Long-term survival of human spermatogonial stem cells in mouse testes

Abstract

Objective To evaluate colonizing ability of human spermatogonial stem cells in mouse testes. Design Transplantation of human testis cells into the seminiferous tubules of immunodeficient mice. Setting University hospital and academic laboratory. Patient(s) Men with obstructive azoospermia or maturation arrest of spermatogenesis. Intervention(s) Analyzed up to 6 months after transplantation. Also analyzed: cryopreservation of donor cells, donor cell concentrations, and leuprolide treatment of recipients.
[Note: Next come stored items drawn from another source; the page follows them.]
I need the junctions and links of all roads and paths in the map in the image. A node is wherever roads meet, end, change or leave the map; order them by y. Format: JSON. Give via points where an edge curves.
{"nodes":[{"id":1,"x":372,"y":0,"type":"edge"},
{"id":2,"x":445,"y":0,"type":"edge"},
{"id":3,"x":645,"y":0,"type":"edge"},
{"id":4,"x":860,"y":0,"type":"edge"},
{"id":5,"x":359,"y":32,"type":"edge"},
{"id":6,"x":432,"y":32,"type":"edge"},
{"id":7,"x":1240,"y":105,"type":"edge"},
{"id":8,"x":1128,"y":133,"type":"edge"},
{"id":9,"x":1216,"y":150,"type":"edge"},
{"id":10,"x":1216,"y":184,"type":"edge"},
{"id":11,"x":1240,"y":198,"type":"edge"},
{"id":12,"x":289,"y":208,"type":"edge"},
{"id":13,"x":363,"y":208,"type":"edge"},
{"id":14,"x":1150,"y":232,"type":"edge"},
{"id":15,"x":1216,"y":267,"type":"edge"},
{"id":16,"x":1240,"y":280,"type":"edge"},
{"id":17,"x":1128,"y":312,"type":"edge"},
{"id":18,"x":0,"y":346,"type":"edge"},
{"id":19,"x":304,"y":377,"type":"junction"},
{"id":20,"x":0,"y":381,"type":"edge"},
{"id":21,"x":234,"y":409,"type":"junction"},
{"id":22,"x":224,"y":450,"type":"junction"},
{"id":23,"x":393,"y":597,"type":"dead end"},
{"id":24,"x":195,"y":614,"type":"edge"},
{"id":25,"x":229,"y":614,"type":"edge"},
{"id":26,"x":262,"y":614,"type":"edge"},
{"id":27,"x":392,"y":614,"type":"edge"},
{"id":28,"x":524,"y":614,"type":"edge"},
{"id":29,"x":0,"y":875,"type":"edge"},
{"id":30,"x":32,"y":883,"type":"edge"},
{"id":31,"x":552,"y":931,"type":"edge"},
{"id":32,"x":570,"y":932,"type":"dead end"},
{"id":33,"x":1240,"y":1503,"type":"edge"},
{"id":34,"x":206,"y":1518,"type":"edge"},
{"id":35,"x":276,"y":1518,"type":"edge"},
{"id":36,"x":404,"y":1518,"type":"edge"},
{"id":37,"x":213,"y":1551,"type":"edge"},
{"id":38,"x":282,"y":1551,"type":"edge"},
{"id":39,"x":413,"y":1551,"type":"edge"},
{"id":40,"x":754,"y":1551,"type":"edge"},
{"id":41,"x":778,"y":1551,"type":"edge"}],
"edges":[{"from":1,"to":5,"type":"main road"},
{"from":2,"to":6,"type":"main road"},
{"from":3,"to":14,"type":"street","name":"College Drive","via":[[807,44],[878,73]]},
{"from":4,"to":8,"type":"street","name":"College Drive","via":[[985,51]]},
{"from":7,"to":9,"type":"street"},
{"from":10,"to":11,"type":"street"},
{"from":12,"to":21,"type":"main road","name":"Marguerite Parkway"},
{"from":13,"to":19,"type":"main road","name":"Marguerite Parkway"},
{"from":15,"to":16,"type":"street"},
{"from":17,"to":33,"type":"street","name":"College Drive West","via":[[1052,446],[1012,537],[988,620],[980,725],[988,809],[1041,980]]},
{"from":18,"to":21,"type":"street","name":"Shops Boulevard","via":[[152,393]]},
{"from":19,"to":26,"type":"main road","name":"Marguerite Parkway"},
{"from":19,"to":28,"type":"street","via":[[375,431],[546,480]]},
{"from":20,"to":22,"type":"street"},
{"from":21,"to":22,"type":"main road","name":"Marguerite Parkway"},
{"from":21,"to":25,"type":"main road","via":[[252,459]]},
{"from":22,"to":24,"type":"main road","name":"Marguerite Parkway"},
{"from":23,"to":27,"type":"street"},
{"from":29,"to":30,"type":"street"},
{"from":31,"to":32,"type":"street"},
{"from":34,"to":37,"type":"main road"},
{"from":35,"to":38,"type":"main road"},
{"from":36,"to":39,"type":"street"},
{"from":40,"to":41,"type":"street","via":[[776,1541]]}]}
Main outcome measure(s) Detection of human donor cells in recipient testes using whole-mount immunohistochemistry with antibodies that react with human germ cells. Result(s) Mouse testes were colonized by human testis cells obtained from each of 6 patients; overall, human spermatogonia were found in 16 of 22 (73%) recipient testes. Human spermatogonial stem cells survived in mouse testes for at least 6 months and proliferated during the first month after transplantation. No human-differentiating spermatogonia were identified, and meiotic differentiation did not occur in mouse testes. In this initial study, human stem cell colonization was not influenced by cryopreservation of donor cells, donor cell concentration, or leuprolide treatment of recipient mice. Conclusion(s) Xenogeneic transplantation of human germ cells using mice as recipients is feasible and could be used as a biological assay system to further characterize human spermatogonial stem cells. This study might provide a mechanism to evaluate the status of the stem cell population in selected infertile male patients.